PROSPECTUS SUPPLEMENT NO. 8
(TO PROSPECTUS DATED JULY  21, 1998)

                         12,000,000 PREFERRED SECURITIES

                             SUIZA CAPITAL TRUST II

                  5 1/2% TRUST CONVERTIBLE PREFERRED SECURITIES
               (LIQUIDATION PREFERENCE $50 PER PREFERRED SECURITY
                  GUARANTEED TO THE EXTENT SET FORTH HEREIN BY,
                      AND CONVERTIBLE INTO COMMON STOCK OF,

                             SUIZA FOODS CORPORATION

         This Prospectus Supplement No. 8 supplements and amends the Prospectus
dated July 21, 1998, as supplemented and amended by that Prospectus Supplement
No. 1 dated July 23, 1998, that Prospectus Supplement No. 2 dated August 10,
1998, that Prospectus Supplement No. 3 dated August 20, 1998, that Prospectus
Supplement No. 4 dated September 29, 1998, that Prospectus Supplement No. 5
dated October 23, 1998, that Prospectus Supplement No. 6 dated November 16,
1998, and that Prospectus Supplement No. 7 dated January 4, 1999 (collectively,
the "Prospectus") relating to the 5 1/2% Trust Convertible Preferred Securities
(the "Preferred Securities") which represent undivided beneficial interests in
the assets of Suiza Capital Trust II, a statutory business trust created under
the laws of the State of Delaware (the "Issuer" or the "Trust"), the common
securities of the Issuer (the "Common Securities" and, together with the
Preferred Securities, the "Trust Securities"), the 5 1/2% Convertible
Subordinated Debentures due April 1, 2028 (the "Debentures") issued by Suiza
Foods Corporation, a Delaware corporation ("Suiza"), the Common Stock (as
defined) issuable upon conversion of the Preferred Securities or the Debentures,
as applicable, and the associated Guarantee (as defined) (collectively, the
"Offered Securities"). All capitalized terms used but not otherwise defined in
this Prospectus Supplement shall have the meanings ascribed thereto in the
Prospectus.

         Following their original issuance by the Trust, the Preferred
Securities have been resold by the Initial Purchasers and subsequent purchasers
thereof to qualified institutional buyers in transactions exempt from
registration under Rule 144A promulgated under the Securities Act. The Preferred
Securities have been and will remain eligible for resale on the PORTAL Market.
However, Preferred Securities resold pursuant to this Prospectus will no longer
be eligible for trading on the PORTAL Market. Suiza and the Trust do not
currently intend to list the Preferred Securities resold pursuant to this
Prospectus on any securities exchange or to seek approval for quotation through
any automated quotation system. Accordingly, there can be no assurance as to the
development or liquidity of any market for the Preferred Securities resold under
this Prospectus. See "Risk Factors -- Absence of Public Market for the Preferred
Securities" in the Prospectus.

         Neither Suiza nor the Trust will receive any of the proceeds from the
sale of the Preferred Securities by the Selling Holders. Expenses of preparing
and filing the Registration Statement, the Prospectus, this Prospectus
Supplement No. 8 and all other prospectus supplements are borne by Suiza.

<PAGE>   2

         The Prospectus, together with this Prospectus Supplement No. 8,
constitutes the prospectus required to be delivered by Section 5(b) of the
Securities Act with respect to offers and sales of the Preferred Securities and
the Common Stock issuable upon conversion of the Preferred Securities. All
references in the Prospectus to "this Prospectus" are hereby amended to read
"this Prospectus (as supplemented and amended)".

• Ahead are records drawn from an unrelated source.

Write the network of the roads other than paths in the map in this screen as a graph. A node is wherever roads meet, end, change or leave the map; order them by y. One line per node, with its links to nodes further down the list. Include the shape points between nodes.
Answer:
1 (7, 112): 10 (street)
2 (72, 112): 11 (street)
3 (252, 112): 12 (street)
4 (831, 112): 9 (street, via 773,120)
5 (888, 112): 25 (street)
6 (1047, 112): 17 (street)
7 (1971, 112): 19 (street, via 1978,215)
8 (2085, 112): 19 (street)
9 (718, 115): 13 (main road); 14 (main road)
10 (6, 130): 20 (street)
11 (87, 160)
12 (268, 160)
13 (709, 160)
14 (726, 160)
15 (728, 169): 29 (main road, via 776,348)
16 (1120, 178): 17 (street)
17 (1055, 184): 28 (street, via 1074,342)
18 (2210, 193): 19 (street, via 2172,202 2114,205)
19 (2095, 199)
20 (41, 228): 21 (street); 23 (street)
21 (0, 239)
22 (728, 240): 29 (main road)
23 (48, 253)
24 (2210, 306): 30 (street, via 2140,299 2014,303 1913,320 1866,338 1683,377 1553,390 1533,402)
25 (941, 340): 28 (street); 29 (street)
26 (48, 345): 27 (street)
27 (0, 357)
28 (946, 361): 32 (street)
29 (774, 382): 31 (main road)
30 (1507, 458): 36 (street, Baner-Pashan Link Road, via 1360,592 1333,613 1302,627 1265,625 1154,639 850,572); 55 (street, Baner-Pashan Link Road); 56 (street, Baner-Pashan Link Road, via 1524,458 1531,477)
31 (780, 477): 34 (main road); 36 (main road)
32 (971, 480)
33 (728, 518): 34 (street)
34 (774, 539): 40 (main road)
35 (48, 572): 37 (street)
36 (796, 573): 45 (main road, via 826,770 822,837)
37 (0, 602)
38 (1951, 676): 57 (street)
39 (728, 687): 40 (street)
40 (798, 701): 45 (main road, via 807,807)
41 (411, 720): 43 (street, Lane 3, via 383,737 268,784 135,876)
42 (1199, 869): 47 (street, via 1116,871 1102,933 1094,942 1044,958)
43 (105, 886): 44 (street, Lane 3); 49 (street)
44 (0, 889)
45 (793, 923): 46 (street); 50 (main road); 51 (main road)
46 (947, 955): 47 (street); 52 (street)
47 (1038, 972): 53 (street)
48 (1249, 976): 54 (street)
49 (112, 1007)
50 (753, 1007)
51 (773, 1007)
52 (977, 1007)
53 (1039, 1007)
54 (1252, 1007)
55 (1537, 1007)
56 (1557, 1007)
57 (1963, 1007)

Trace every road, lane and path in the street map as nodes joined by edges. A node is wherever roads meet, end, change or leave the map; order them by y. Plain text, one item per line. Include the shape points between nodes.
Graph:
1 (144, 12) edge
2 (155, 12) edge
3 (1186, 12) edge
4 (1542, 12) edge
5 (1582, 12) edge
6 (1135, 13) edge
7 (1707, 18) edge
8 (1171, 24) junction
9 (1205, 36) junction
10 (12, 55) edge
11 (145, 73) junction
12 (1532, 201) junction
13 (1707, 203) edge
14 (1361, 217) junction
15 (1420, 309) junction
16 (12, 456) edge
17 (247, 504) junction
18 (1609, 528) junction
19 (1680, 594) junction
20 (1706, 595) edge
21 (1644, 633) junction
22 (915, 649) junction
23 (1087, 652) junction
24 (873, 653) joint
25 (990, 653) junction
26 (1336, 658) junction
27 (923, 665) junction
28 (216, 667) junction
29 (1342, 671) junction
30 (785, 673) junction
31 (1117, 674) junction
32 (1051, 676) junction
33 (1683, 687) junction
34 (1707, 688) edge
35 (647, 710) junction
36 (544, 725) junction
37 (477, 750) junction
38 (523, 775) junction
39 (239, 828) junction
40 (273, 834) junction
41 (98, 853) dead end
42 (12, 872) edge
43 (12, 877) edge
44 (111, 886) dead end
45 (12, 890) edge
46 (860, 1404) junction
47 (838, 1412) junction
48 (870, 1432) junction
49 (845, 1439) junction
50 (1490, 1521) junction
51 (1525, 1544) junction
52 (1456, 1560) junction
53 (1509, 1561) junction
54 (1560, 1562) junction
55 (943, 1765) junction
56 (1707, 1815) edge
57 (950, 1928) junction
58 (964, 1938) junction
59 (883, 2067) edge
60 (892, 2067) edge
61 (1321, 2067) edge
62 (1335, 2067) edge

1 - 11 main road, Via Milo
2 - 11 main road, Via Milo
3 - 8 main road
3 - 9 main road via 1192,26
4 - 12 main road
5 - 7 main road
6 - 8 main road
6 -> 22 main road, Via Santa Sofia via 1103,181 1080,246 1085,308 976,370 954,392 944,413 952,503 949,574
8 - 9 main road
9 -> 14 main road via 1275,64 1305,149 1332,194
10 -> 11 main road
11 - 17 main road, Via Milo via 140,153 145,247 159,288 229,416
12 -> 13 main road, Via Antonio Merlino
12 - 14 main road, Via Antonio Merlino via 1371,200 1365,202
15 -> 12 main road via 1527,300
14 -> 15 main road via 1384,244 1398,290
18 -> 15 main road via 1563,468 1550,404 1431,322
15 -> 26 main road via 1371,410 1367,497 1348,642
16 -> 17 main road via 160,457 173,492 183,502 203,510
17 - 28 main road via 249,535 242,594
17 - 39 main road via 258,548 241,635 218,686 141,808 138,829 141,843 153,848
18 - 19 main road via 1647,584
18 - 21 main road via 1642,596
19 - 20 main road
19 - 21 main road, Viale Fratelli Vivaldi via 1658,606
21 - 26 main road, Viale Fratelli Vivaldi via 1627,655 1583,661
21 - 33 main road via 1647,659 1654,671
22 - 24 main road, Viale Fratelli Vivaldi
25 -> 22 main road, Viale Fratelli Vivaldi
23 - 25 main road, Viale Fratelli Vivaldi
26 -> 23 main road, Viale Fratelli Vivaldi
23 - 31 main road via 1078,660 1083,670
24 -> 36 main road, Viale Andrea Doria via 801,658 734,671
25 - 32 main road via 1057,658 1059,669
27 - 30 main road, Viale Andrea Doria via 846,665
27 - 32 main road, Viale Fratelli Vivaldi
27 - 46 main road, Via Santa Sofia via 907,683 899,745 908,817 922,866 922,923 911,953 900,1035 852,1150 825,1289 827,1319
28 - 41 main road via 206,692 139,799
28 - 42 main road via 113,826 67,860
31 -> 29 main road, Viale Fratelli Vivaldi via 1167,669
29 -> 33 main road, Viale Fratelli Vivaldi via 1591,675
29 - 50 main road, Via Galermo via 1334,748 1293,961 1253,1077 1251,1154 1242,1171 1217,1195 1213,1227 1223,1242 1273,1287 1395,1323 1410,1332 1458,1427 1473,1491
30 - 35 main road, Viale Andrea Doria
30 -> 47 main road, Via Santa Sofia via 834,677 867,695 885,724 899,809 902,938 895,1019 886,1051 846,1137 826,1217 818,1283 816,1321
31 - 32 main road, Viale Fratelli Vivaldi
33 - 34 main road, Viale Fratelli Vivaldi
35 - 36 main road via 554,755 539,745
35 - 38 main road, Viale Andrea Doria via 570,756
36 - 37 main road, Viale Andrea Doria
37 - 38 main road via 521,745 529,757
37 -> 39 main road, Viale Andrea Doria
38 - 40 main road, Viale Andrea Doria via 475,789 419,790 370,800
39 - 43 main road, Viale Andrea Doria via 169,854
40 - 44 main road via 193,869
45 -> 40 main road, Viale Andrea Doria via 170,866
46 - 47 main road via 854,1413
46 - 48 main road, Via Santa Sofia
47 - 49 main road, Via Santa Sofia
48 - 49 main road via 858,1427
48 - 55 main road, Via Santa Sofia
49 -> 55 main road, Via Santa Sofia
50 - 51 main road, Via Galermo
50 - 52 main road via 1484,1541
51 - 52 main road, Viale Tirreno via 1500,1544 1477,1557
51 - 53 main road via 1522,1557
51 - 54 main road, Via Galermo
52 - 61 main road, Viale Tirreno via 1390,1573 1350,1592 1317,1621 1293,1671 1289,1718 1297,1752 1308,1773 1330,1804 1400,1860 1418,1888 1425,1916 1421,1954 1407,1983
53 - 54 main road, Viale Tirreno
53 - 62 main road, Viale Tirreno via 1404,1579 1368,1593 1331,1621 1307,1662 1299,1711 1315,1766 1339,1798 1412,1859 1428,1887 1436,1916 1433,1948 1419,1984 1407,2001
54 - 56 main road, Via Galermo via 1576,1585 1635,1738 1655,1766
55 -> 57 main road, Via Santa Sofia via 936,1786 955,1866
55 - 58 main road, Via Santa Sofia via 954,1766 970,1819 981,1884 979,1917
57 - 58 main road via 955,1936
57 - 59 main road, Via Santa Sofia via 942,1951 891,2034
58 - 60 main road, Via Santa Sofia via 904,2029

                      ------------------------------------

SEE "RISK FACTORS" BEGINNING ON PAGE 13 FOR A DISCUSSION OF CERTAIN FACTORS THAT
SHOULD BE CONSIDERED IN CONNECTION WITH AN INVESTMENT IN THE OFFERED SECURITIES.

                      ------------------------------------

    THESE SECURITIES HAVE NOT BEEN APPROVED OR DISAPPROVED BY THE SECURITIES
           EXCHANGE COMMISSION OR ANY STATE SECURITIES COMMISSION NOR
             HAS THE SECURITIES AND EXCHANGE COMMISSION OR ANY STATE
                SECURITIES COMMISSION PASSED UPON THE ACCURACY OR
                 ADEQUACY OF THIS PROSPECTUS. ANY REPRESENTATION
                      TO THE CONTRARY IS A CRIMINAL OFFENSE

                      ------------------------------------

          The date of this Prospectus Supplement is February 2, 1999.



<PAGE>   3

         The Prospectus is hereby amended to add the following information to
the end of the Section of the Prospectus entitled "Selling Holders":

         The table below sets forth information as of February 2, 1999
concerning beneficial ownership of the Preferred Securities of each of the
Selling Holders. All information concerning beneficial ownership has been
furnished by the Selling Holders.

<TABLE>
<CAPTION>
                                                            PREFERRED SECURITIES          
                                                           OWNED BEFORE OFFERING           NO. OF PREFERRED SECURITIES
                                                       -----------------------------              OFFERED IN
            NAME OF SELLING HOLDER (1)                   NUMBER             PERCENT              THE OFFERING
- ---------------------------------------------------    ---------          ----------      ---------------------------
<S>                                                         <C>             <C>                    <C>
McMahan Securities Company, L.P.                             500             *                          500
NMS Services, Inc.                                       324,200             *                      324,200
Nationwide Equity Income Fund (2)                            500             *                          500
</TABLE>

- ----------------------
*     Less than 1%.

(1)   Except as otherwise set forth herein, none of the Selling Holders has, or
      within the last three years has had, any position, office or other
      material relationship with Suiza or the Trust or any of their predecessors
      or affiliates.

(2)   The Preferred Securities included herein for the account of Nationwide
      Equity Income Fund ("Nationwide") are in addition to those previously
      disclosed for the account of Nationwide in the Prospectus.

      The Selling Holders identified above may have sold, transferred or
otherwise disposed of all or a portion of their Preferred Securities since the
date on which they provided the information regarding their Preferred Securities
in transactions exempt from the registration requirements of the Securities Act.
None of the above listed Selling Holders has converted any of the Preferred
Securities into shares of Common Stock. See "Description of Preferred Securities
- -- Conversion Rights" in the Prospectus. Additional Selling Holders or other
information concerning the above listed Selling Holders may be set forth from
time to time in additional prospectus supplements.